History teaches us the evanescence of all worldly institutions. It is of interest how few of the worldly concerns of the Psalmist endured much after his time. Yet his love for the things around him is eternally valid. All earthly things are sacramental, being outer presages of the divine reality that far surpasses anything we can imagine on this side of the grave. St Paul, quoting Isaiah 64:4, writes of "things beyond our seeing, things beyond our hearing, things beyond our imagining, all prepared by God for those who love him" (1 Cor. 2:9). But first we are to prove ourselves worthy by the care we bestow on the tangible products of our little world. In the thought of the Parable of the Talents (Matt. 25:14-30) the person who has shown himself worthy of the responsibility of looking after small things will be given a much greater work, as he comes and shares his master's joy. And so the ancient Jew's enthusiasm for the things of his country, and especially the Holy City with its dominating Temple, was not after all misplaced. The love he expended on the things that are past is now part of the spiritual atmosphere of mankind, inspiring generations who know little of that part of the world except by repute.

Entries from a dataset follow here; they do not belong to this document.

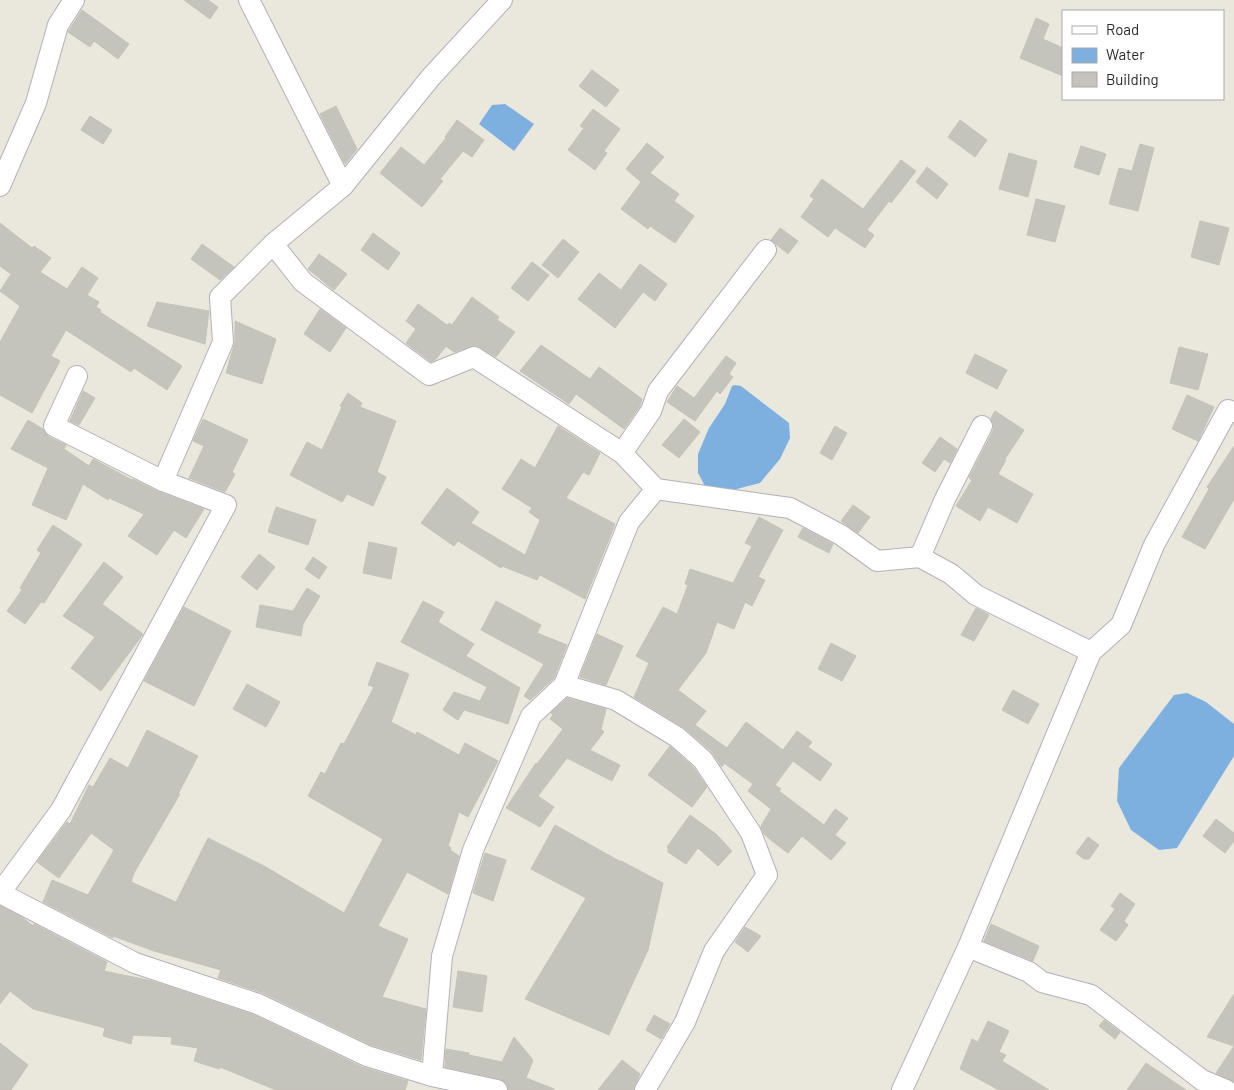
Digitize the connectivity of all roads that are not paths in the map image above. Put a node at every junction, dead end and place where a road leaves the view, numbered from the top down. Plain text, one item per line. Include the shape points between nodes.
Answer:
1 (74, 0) edge
2 (249, 0) edge
3 (502, 0) edge
4 (0, 186) edge
5 (343, 186) junction
6 (273, 244) junction
7 (766, 250) dead end
8 (77, 376) dead end
9 (1234, 412) edge
10 (982, 426) dead end
11 (622, 453) junction
12 (163, 481) junction
13 (656, 490) junction
14 (920, 557) junction
15 (1091, 652) junction
16 (564, 685) junction
17 (0, 893) edge
18 (968, 947) junction
19 (432, 1076) junction
20 (1206, 1085) edge
21 (497, 1090) edge
22 (644, 1090) edge
23 (902, 1090) edge
24 (1226, 1090) edge

1 - 4 street via 58,25 36,103
2 - 5 street
3 - 5 street via 431,78
5 - 6 street
6 - 11 street via 303,282 429,375 474,357
6 - 12 street via 220,297 223,342
7 - 11 street via 658,391 651,412
8 - 12 street via 54,426
9 - 15 street via 1228,410 1154,545 1121,625
10 - 14 street
11 - 13 street
12 - 17 street via 226,505 61,810
13 - 14 street via 790,508 841,535 877,561
13 - 16 street via 629,522
14 - 15 street via 951,574 976,596
15 - 18 street
16 - 19 street via 531,716 473,850 442,956
16 - 22 street via 616,700 677,737 703,760 751,833 767,875 714,951 685,1022
17 - 19 street via 135,963 258,1004 367,1056
18 - 20 street via 1029,972 1042,982 1091,995
18 - 23 street
19 - 21 street
20 - 24 street

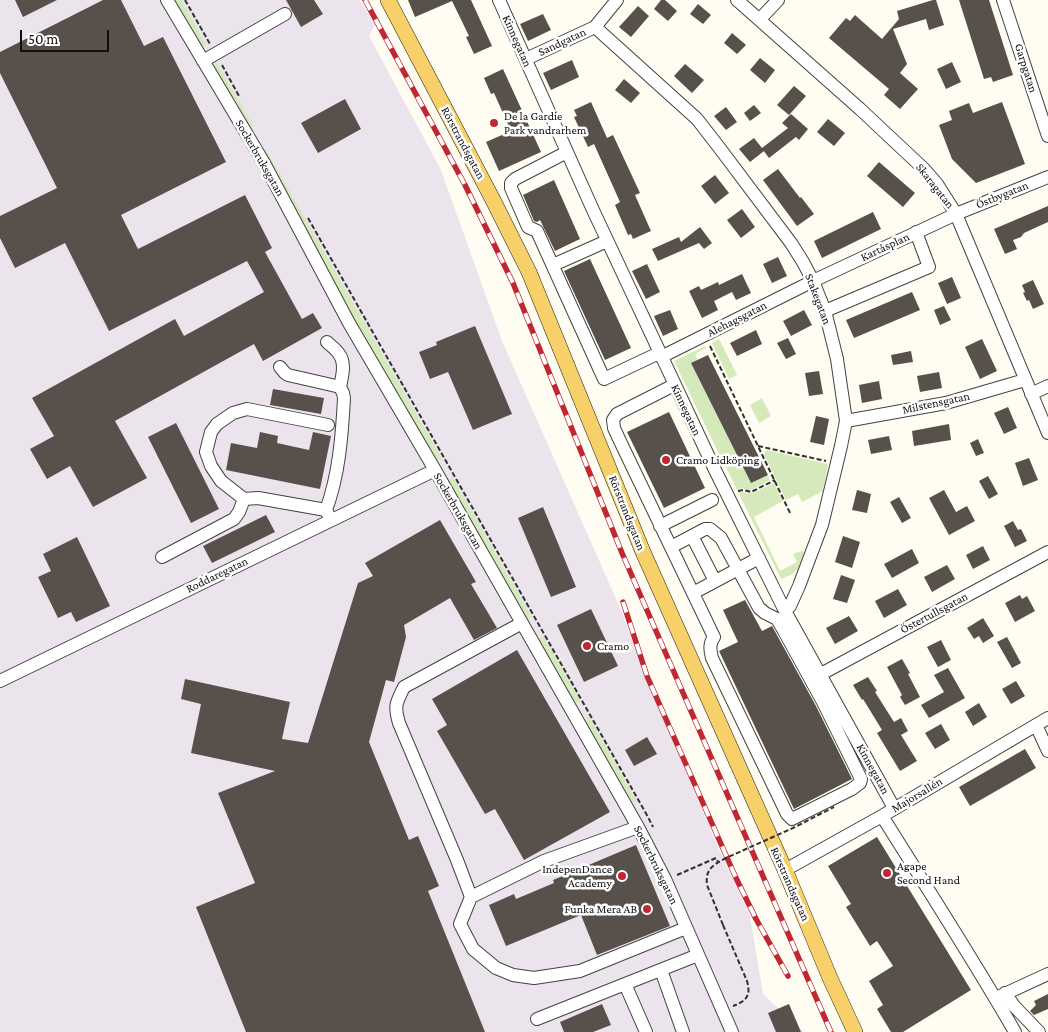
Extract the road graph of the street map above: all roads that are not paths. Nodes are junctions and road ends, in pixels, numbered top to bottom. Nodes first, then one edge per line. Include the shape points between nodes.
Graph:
1 (167, 0) edge
2 (388, 0) edge
3 (499, 0) edge
4 (617, 0) edge
5 (737, 0) edge
6 (778, 0) edge
7 (1003, 0) edge
8 (285, 14) dead end
9 (760, 19) junction
10 (595, 26) junction
11 (526, 59) junction
12 (203, 61) junction
13 (1048, 136) edge
14 (567, 152) junction
15 (1048, 177) edge
16 (956, 214) junction
17 (916, 232) junction
18 (607, 241) junction
19 (553, 265) junction
20 (814, 281) junction
21 (825, 311) junction
22 (327, 342) dead end
23 (660, 355) junction
24 (280, 367) dead end
25 (1025, 380) junction
26 (674, 385) junction
27 (1048, 386) edge
28 (340, 388) junction
29 (1031, 394) junction
30 (846, 421) junction
31 (328, 425) dead end
32 (1048, 433) edge
33 (435, 470) junction
34 (244, 499) junction
35 (712, 500) dead end
36 (328, 515) junction
37 (660, 526) junction
38 (692, 536) junction
39 (671, 547) junction
40 (1048, 552) edge
41 (162, 557) dead end
42 (758, 558) junction
43 (738, 569) junction
44 (715, 581) junction
45 (693, 593) junction
46 (786, 611) junction
47 (522, 623) junction
48 (821, 674) junction
49 (0, 681) edge
50 (1048, 718) edge
51 (1036, 725) junction
52 (1048, 751) edge
53 (894, 808) junction
54 (882, 816) junction
55 (638, 827) junction
56 (785, 870) junction
57 (471, 897) junction
58 (686, 928) junction
59 (698, 955) junction
60 (661, 970) junction
61 (1048, 974) edge
62 (625, 984) junction
63 (1000, 995) junction
64 (537, 1019) dead end
65 (646, 1032) edge
66 (683, 1032) edge
67 (732, 1032) edge
68 (855, 1032) edge
69 (1015, 1032) edge
70 (1039, 1032) edge

1 - 12 street, Sockerbruksgatan
2 - 56 main road, Rörstrandsgatan via 529,272 643,552
3 - 11 street, Kinnegatan
4 - 10 street, Sandgatan
5 - 9 street, Skaragatan
6 - 9 street
7 - 13 street, Garpgatan
8 - 12 street
9 - 16 street, Skaragatan via 924,169
10 - 11 street, Sandgatan
10 - 20 street, Stakegatan via 696,119 791,243
11 - 14 street, Kinnegatan
12 - 33 street, Sockerbruksgatan via 264,163 349,324
14 - 18 street, Kinnegatan
14 - 19 street via 511,183 528,226 537,231
15 - 16 street, Östbygatan
16 - 17 street, Kartåsplan
16 - 25 street, Skaragatan
17 - 20 street, Kartåsplan
17 - 21 street via 929,267
18 - 19 street
18 - 23 street, Kinnegatan
19 - 23 street, Alehagsgatan via 604,379
20 - 21 street, Stakegatan
20 - 23 street, Alehagsgatan
21 - 30 street, Stakegatan via 837,359
22 - 28 street via 343,361
23 - 26 street, Kinnegatan
24 - 28 street via 285,374
25 - 29 street, Skaragatan
25 - 30 street, Milstensgatan via 953,402
26 - 37 street via 617,414 613,420
26 - 42 street, Kinnegatan
27 - 29 street
28 - 36 street via 344,398 342,434
29 - 32 street, Skaragatan
30 - 46 street, Stakegatan via 822,524
31 - 34 street via 246,409 217,424 211,432 206,452 211,466 221,481
33 - 36 street, Roddaregatan
33 - 47 street, Sockerbruksgatan
34 - 36 street via 258,498
34 - 41 street via 234,519
35 - 37 street
36 - 49 street, Roddaregatan
37 - 39 street
38 - 39 street
38 - 43 street via 710,528 721,538
38 - 44 street
39 - 45 street
40 - 48 street, Östertullsgatan
42 - 43 street
42 - 46 street, Kinnegatan
43 - 44 street
43 - 45 street via 759,608 777,620 823,702 861,779 852,789 795,818 787,814 712,658 710,649 714,637
44 - 45 street
46 - 48 street, Kinnegatan
47 - 55 street, Sockerbruksgatan
47 - 57 street via 404,687 395,709
48 - 53 street, Kinnegatan
50 - 51 street, Majorsallén
51 - 52 street
51 - 53 street, Majorsallén
53 - 54 street, Majorsallén
54 - 56 street, Majorsallén
54 - 63 street
55 - 57 street via 544,861
55 - 58 street, Sockerbruksgatan
56 - 68 main road, Rörstrandsgatan
57 - 58 street via 460,924 473,948 496,968 513,975 534,978 580,971
58 - 59 street, Sockerbruksgatan
59 - 60 street
59 - 67 street, Sockerbruksgatan
60 - 62 street
60 - 66 street
61 - 63 street
62 - 64 street
62 - 65 street
63 - 69 street
63 - 70 street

When a person of spiritual sensitivity visits a place of great devotion in past times, he can nearly always discern the holiness of the atmosphere, and this emanation accompanies him for the remainder of his life. As T. S. Eliot wrote in Little Gidding, "You are here to kneel where prayer has been valid." Ultimately such a place will not be special, such as the seventeenth-century religious community that Eliot remembered (and is happily reconstituted in the present time) or Mount Zion of old, but will be part of the general atmosphere in which we live and move and have our very existence, as St Paul spoke of God to the sceptical Athenians (Acts 17:28). While the Deity cannot be simply reduced to the form of a benign spiritual atmosphere, it is nevertheless in such an atmosphere that he shows himself most effectively to us. Then we may go about our business in the world intent on bringing our particular concern to fruition, so that the divine presence may be more accessible to those around us. In the work of intercessory prayer this presence may become universally active, until that time when the universe itself is freed from the shackles of mortality and is ready to enter upon the glorious liberty of the children of God (Rom. 8:21).

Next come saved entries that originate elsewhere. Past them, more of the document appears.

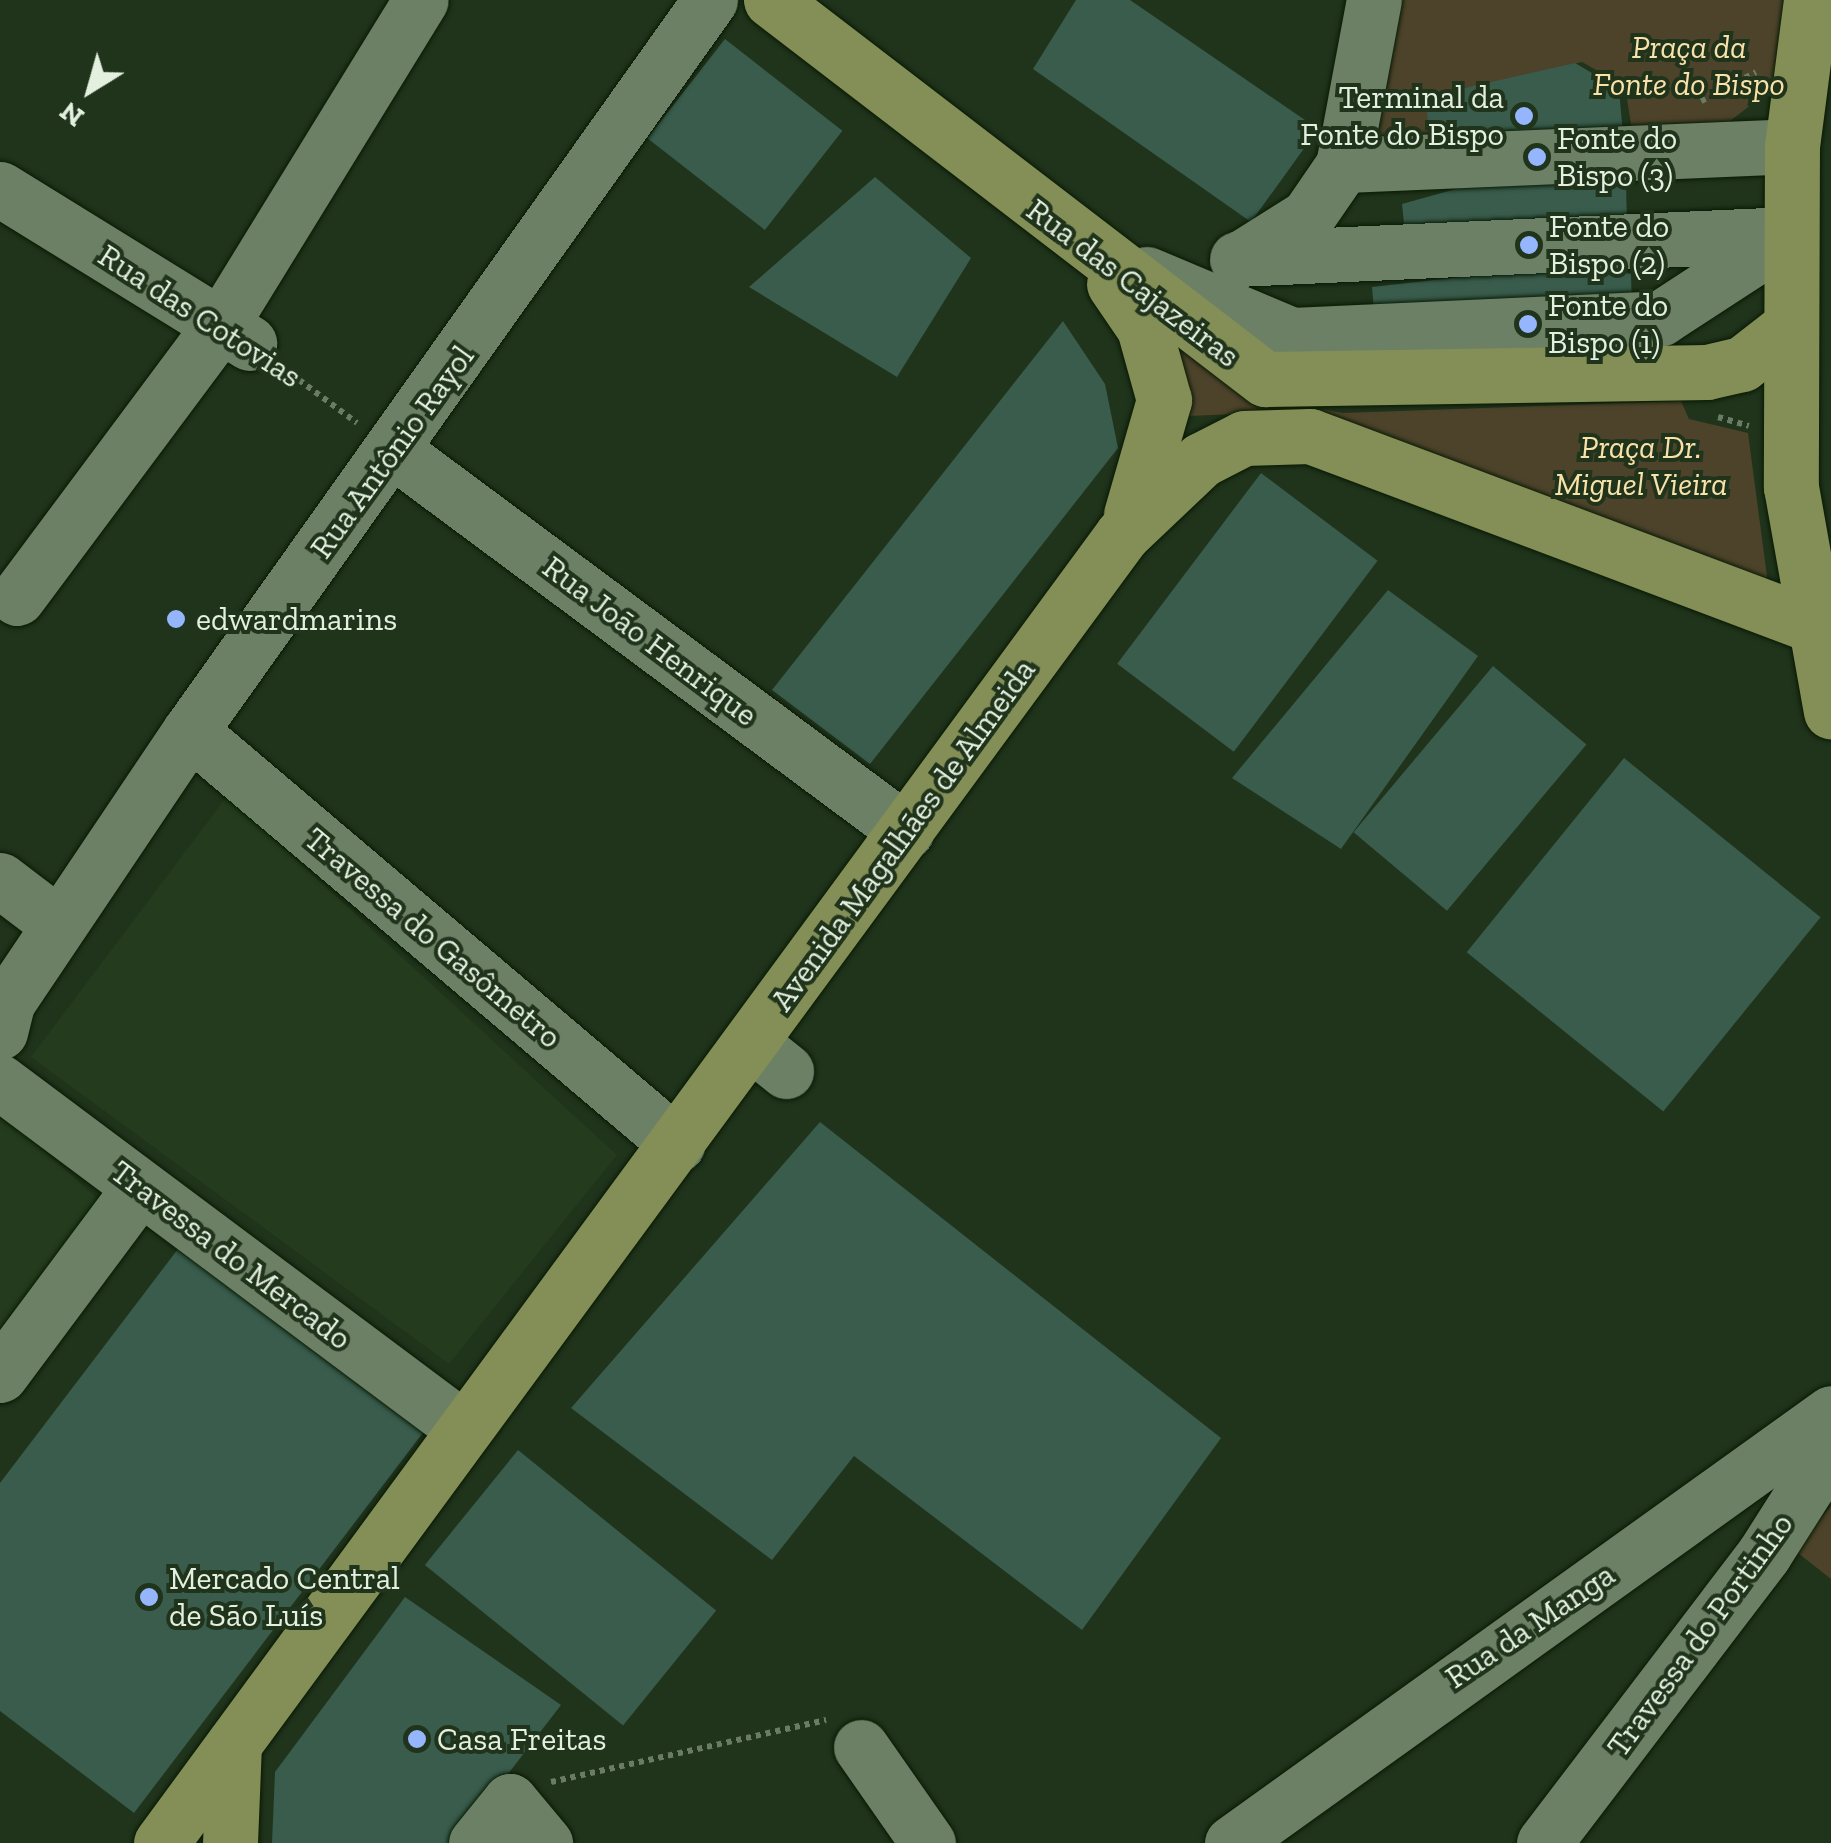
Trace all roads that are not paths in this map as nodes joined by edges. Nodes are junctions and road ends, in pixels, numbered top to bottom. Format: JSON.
{"nodes":[{"id":1,"x":421,"y":0,"type":"edge"},
{"id":2,"x":710,"y":0,"type":"edge"},
{"id":3,"x":771,"y":0,"type":"edge"},
{"id":4,"x":1374,"y":0,"type":"edge"},
{"id":5,"x":1811,"y":0,"type":"edge"},
{"id":6,"x":1792,"y":146,"type":"junction"},
{"id":7,"x":1343,"y":165,"type":"junction"},
{"id":8,"x":0,"y":190,"type":"edge"},
{"id":9,"x":1790,"y":234,"type":"junction"},
{"id":10,"x":1080,"y":241,"type":"junction"},
{"id":11,"x":1237,"y":259,"type":"junction"},
{"id":12,"x":1787,"y":328,"type":"junction"},
{"id":13,"x":236,"y":333,"type":"junction"},
{"id":14,"x":394,"y":451,"type":"junction"},
{"id":15,"x":1122,"y":536,"type":"junction"},
{"id":16,"x":17,"y":598,"type":"dead end"},
{"id":17,"x":1810,"y":624,"type":"junction"},
{"id":18,"x":1831,"y":712,"type":"edge"},
{"id":19,"x":190,"y":731,"type":"junction"},
{"id":20,"x":906,"y":831,"type":"junction"},
{"id":21,"x":0,"y":880,"type":"edge"},
{"id":22,"x":58,"y":924,"type":"junction"},
{"id":23,"x":2,"y":1014,"type":"edge"},
{"id":24,"x":0,"y":1082,"type":"edge"},
{"id":25,"x":677,"y":1144,"type":"junction"},
{"id":26,"x":140,"y":1187,"type":"junction"},
{"id":27,"x":0,"y":1375,"type":"edge"},
{"id":28,"x":1831,"y":1414,"type":"edge"},
{"id":29,"x":463,"y":1428,"type":"junction"},
{"id":30,"x":234,"y":1744,"type":"junction"},
{"id":31,"x":861,"y":1748,"type":"road end"},
{"id":32,"x":161,"y":1843,"type":"edge"},
{"id":33,"x":230,"y":1843,"type":"edge"},
{"id":34,"x":476,"y":1843,"type":"edge"},
{"id":35,"x":546,"y":1843,"type":"edge"},
{"id":36,"x":928,"y":1843,"type":"edge"},
{"id":37,"x":1232,"y":1843,"type":"edge"},
{"id":38,"x":1544,"y":1843,"type":"edge"}],
"edges":[{"from":1,"to":13,"type":"street"},
{"from":2,"to":14,"type":"street","name":"Rua Antônio Rayol"},
{"from":3,"to":10,"type":"main road","name":"Rua das Cajazeiras"},
{"from":4,"to":7,"type":"street"},
{"from":5,"to":6,"type":"main road"},
{"from":6,"to":7,"type":"street"},
{"from":6,"to":9,"type":"main road"},
{"from":7,"to":11,"type":"street"},
{"from":8,"to":13,"type":"street","name":"Rua das Cotovias"},
{"from":9,"to":10,"type":"street"},
{"from":9,"to":11,"type":"street"},
{"from":9,"to":12,"type":"main road"},
{"from":10,"to":11,"type":"street"},
{"from":10,"to":12,"type":"main road","name":"Rua das Cajazeiras"},
{"from":10,"to":15,"type":"main road"},
{"from":12,"to":17,"type":"main road"},
{"from":13,"to":16,"type":"street"},
{"from":14,"to":19,"type":"street","name":"Rua Antônio Rayol"},
{"from":14,"to":20,"type":"street","name":"Rua João Henrique"},
{"from":15,"to":17,"type":"main road","name":"Avenida Magalhães de Almeida"},
{"from":15,"to":20,"type":"main road","name":"Avenida Magalhães de Almeida"},
{"from":17,"to":18,"type":"main road"},
{"from":19,"to":22,"type":"street","name":"Rua Antônio Rayol"},
{"from":19,"to":25,"type":"street","name":"Travessa do Gasômetro"},
{"from":20,"to":25,"type":"main road","name":"Avenida Magalhães de Almeida"},
{"from":21,"to":22,"type":"street"},
{"from":22,"to":23,"type":"street","name":"Rua Antônio Rayol"},
{"from":24,"to":26,"type":"street","name":"Travessa do Mercado"},
{"from":25,"to":29,"type":"main road","name":"Avenida Magalhães de Almeida"},
{"from":26,"to":27,"type":"street"},
{"from":26,"to":29,"type":"street","name":"Travessa do Mercado"},
{"from":28,"to":37,"type":"street","name":"Rua da Manga"},
{"from":28,"to":38,"type":"street","name":"Travessa do Portinho"},
{"from":29,"to":30,"type":"main road","name":"Avenida Magalhães de Almeida"},
{"from":30,"to":32,"type":"main road","name":"Avenida Magalhães de Almeida"},
{"from":30,"to":33,"type":"main road"},
{"from":31,"to":36,"type":"street"},
{"from":34,"to":35,"type":"street"}]}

When the straggling remnant of the children of Israel returned home from exile, they felt disheartened when they remembered the glory of the Temple and beheld the rubble that now bore witness to its erstwhile existence. But God spoke through the prophet Haggai urging them to start on its reconstruction and assuring them of his support (Hag. 2:3-5). Then comes the promise (verses 6 to 9):

I shall shake the heavens and the earth, the sea and the dry land. I shall shake all the nations, and the treasure of all nations will come here; and I shall fill this house with splendour, says the Lord of Hosts. Mine is the silver and mine the gold, says the Lord of Hosts, and the splendour of this latter house will surpass the splendour of the former, says the Lord of Hosts. In this place I shall grant prosperity and peace.

Christ taught within its precincts, and now, though long destroyed in its physical form, it remains a psychical replica of the eternal place of God, which Moses was shown on Mount Sinai. Then he was instructed, "See that you work to the design shown to you on the mountain" (Exod. 25:40). In our own lives, times and places fade into oblivion with the passage of years and the increasing weakness of the body, but what we have learned and achieved during our period of activity we take with us, as we proceed along the narrow, uphill path of spiritual proficiency that brings us in conscious union with the One in whom alone we find eternal rest. And this rest is harmonious action in the service of all creation to the time of its own movement from death to immortality.